Respondiendo en parte ante litteram a cuanto acabamos de ver, puede comentar Cardona: "Resulta estremecedor que se nos proponga el 'egoísmo racional' como 'la única forma no ideológica ni hipócrita' de vivir la solidaridad y el altruismo, aunque estos dos términos, desgajados del tronco y de la savia de la fe cristiana y del conocimiento metafísico, se hayan convertido efectivamente en algo vacuo: son esas 'ideas cristianas que se han vuelto locas' de que hablaba Chesterton. Al 'egoísmo racional' hemos de oponer el amor inteligente, la dilección, el amor electivo"[94].

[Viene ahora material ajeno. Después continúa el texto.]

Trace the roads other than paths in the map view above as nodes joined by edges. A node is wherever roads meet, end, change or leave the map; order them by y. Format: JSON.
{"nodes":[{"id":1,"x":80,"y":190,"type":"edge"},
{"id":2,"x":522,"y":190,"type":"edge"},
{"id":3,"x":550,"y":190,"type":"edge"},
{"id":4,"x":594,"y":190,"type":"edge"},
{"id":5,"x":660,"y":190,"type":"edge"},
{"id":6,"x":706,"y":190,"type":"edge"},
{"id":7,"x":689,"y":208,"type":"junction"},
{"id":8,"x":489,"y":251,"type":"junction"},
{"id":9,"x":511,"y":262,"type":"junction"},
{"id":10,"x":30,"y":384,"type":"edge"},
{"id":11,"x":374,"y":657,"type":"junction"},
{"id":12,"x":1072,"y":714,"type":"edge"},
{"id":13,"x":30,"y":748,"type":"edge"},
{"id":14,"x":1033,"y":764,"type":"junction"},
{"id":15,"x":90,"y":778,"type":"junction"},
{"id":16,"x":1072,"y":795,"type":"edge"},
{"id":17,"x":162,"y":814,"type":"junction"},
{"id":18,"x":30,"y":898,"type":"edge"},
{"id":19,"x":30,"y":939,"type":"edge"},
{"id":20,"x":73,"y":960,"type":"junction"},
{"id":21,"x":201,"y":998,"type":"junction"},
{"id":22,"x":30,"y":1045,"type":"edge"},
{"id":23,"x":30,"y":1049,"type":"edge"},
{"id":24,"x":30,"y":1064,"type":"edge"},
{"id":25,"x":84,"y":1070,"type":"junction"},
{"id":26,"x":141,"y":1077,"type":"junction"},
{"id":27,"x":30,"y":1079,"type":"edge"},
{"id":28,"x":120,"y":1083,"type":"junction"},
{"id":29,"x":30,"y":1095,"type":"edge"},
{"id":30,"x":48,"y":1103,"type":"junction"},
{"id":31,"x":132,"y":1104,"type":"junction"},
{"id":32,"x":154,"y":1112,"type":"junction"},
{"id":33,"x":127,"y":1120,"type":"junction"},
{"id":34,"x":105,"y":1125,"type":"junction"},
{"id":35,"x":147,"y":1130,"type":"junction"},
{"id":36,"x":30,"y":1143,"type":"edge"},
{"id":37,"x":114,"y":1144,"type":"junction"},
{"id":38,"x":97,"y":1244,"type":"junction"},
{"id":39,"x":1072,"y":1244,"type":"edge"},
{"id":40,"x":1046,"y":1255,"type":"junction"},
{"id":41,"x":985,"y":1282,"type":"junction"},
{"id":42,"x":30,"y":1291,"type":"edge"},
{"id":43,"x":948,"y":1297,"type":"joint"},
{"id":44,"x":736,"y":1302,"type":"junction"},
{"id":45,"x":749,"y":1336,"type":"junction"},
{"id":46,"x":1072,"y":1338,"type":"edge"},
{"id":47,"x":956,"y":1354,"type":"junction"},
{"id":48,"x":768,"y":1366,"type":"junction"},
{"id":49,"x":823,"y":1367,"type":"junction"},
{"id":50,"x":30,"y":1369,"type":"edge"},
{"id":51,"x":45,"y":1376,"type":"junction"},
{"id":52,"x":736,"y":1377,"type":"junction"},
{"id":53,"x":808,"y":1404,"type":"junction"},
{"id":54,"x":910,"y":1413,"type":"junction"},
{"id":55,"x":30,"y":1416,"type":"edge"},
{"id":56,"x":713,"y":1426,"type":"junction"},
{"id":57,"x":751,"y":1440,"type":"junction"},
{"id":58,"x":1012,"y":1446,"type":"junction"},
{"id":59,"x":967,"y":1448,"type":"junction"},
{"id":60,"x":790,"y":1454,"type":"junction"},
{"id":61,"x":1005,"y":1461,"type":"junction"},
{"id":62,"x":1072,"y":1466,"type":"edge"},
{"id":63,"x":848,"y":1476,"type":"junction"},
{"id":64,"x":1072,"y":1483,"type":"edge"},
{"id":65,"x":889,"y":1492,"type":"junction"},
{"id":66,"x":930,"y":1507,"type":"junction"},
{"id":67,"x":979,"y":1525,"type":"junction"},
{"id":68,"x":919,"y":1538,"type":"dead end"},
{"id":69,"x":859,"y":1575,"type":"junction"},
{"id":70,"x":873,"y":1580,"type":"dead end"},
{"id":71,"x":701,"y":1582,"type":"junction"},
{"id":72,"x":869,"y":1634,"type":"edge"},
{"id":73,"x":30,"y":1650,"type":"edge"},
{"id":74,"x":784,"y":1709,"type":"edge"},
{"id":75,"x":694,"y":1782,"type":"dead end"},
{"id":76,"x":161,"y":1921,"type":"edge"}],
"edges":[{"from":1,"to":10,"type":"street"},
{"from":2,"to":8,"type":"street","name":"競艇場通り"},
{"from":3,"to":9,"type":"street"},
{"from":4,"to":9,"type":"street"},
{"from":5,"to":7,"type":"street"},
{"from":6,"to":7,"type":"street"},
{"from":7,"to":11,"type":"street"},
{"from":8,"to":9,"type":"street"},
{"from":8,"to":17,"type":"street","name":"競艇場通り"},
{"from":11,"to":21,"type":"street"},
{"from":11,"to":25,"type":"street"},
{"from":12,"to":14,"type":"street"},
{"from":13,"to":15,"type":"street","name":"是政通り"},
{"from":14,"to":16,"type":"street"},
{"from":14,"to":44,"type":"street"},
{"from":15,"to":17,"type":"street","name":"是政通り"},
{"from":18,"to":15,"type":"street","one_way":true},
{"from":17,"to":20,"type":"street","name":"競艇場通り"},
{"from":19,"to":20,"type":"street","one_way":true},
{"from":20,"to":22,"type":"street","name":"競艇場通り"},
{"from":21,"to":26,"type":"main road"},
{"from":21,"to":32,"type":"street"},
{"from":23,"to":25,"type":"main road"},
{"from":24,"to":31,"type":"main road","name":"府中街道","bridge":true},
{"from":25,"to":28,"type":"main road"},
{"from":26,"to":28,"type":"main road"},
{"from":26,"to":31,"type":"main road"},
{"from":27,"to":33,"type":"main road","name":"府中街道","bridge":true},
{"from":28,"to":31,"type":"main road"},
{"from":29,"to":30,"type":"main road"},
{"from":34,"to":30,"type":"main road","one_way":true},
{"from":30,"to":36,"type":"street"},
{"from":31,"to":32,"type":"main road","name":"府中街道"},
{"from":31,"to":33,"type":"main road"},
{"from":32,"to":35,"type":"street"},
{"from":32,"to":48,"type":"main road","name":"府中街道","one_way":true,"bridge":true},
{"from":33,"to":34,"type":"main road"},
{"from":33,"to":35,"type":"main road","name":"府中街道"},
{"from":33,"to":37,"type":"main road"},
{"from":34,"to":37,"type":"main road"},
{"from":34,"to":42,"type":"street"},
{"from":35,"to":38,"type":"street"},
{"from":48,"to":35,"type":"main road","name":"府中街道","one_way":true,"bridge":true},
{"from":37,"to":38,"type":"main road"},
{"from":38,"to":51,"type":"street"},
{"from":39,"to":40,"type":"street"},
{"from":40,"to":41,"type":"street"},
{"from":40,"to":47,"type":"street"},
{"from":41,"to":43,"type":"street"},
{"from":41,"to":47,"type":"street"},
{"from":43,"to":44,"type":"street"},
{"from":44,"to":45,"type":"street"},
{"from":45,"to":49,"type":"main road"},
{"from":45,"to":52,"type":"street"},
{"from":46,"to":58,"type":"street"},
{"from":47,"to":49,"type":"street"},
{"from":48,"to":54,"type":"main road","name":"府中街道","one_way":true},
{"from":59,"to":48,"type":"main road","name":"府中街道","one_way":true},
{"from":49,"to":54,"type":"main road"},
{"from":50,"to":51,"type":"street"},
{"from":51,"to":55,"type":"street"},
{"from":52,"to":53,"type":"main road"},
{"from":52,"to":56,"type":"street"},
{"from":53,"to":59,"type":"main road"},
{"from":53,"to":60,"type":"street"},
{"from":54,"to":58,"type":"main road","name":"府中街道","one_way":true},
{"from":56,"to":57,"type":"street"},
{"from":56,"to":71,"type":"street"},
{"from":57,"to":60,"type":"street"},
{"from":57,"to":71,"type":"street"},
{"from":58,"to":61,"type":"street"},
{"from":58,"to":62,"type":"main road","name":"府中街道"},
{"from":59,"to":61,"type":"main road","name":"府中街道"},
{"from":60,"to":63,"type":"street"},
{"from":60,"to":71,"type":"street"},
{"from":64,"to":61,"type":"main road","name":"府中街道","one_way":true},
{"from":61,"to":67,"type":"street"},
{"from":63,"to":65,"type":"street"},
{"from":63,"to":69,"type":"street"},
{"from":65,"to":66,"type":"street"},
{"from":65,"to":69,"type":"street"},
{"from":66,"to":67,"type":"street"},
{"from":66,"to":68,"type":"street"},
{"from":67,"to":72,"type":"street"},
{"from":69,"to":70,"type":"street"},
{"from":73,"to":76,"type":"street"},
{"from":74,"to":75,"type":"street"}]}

A su modo, la cuestión había sido ya anticipada por Adorno, en las Minima moralia, al referirse a la mistificación del amor que resulta de las relaciones posesivas. Este tipo de nexo, viene a decir, no sólo impide al otro ser lo que es, con su dignidad y libertad, sino que lucha por todos los medios para reducirlo a un instrumento impersonal al servicio del propio egoísmo "y susceptible de ser intercambiado con una posesión equivalente". De esta suerte, desaparece la posibilidad misma del encuentro maravilloso y misterioso con el otro, que es siempre nuevo por su condición personal e insustituible. Aquel para quien las restantes personas se degradan a la condición de cosas, permanece siempre prisionero en las mallas de su propio egoísmo; se automutila, al vedarse cualquier posible experiencia de amor y apertura al otro.

Y agrega, acariciando la utopía: donde no estuviera vigente la consumición y el intercambio funcional de los hombres, por los que uno vale lo que otro, donde "los hombres ya no fueran una posesión" ni pudieran "ser intercambiados", se encontraría el amor digno de este nombre, inmune "a cualquier infidelidad"[95].

He aquí, en la pluma de pensadores muy dispares e incluso doctrinalmente contrapuestos, la única respuesta congruente ante los desvaríos de la modernidad y de la ultramodernidad. Ciertamente, existe una clara diversidad de matices y de acentos, y una mayor o menor conciencia de lo que se llevan entre manos. Pero, atendiendo a su valía intrínseca en el orden natural escueto ambos propugnan, en coherente ensamblaje, el-conocimiento-metafísico-y-el-amor-propiamente-personal, el amor electivo. Las dos cosas, a pesar de las resonancias freudianas que la expresión lleva consigo, me atrevería a asumirlas bajo la denominación conjunta de principio de realidad. Y así, a la típica propuesta moderna, que consagra la prioridad de la conciencia sobre el ser, y que técnicamente se conoce como inmanentismo nihilista, no cabe sino oponer el principio de realidad, que recupera la primacía del ser sobre las mil manifestaciones de la subjetividad humana y el primado del bien-en-sí sobre la utilidad y el placer.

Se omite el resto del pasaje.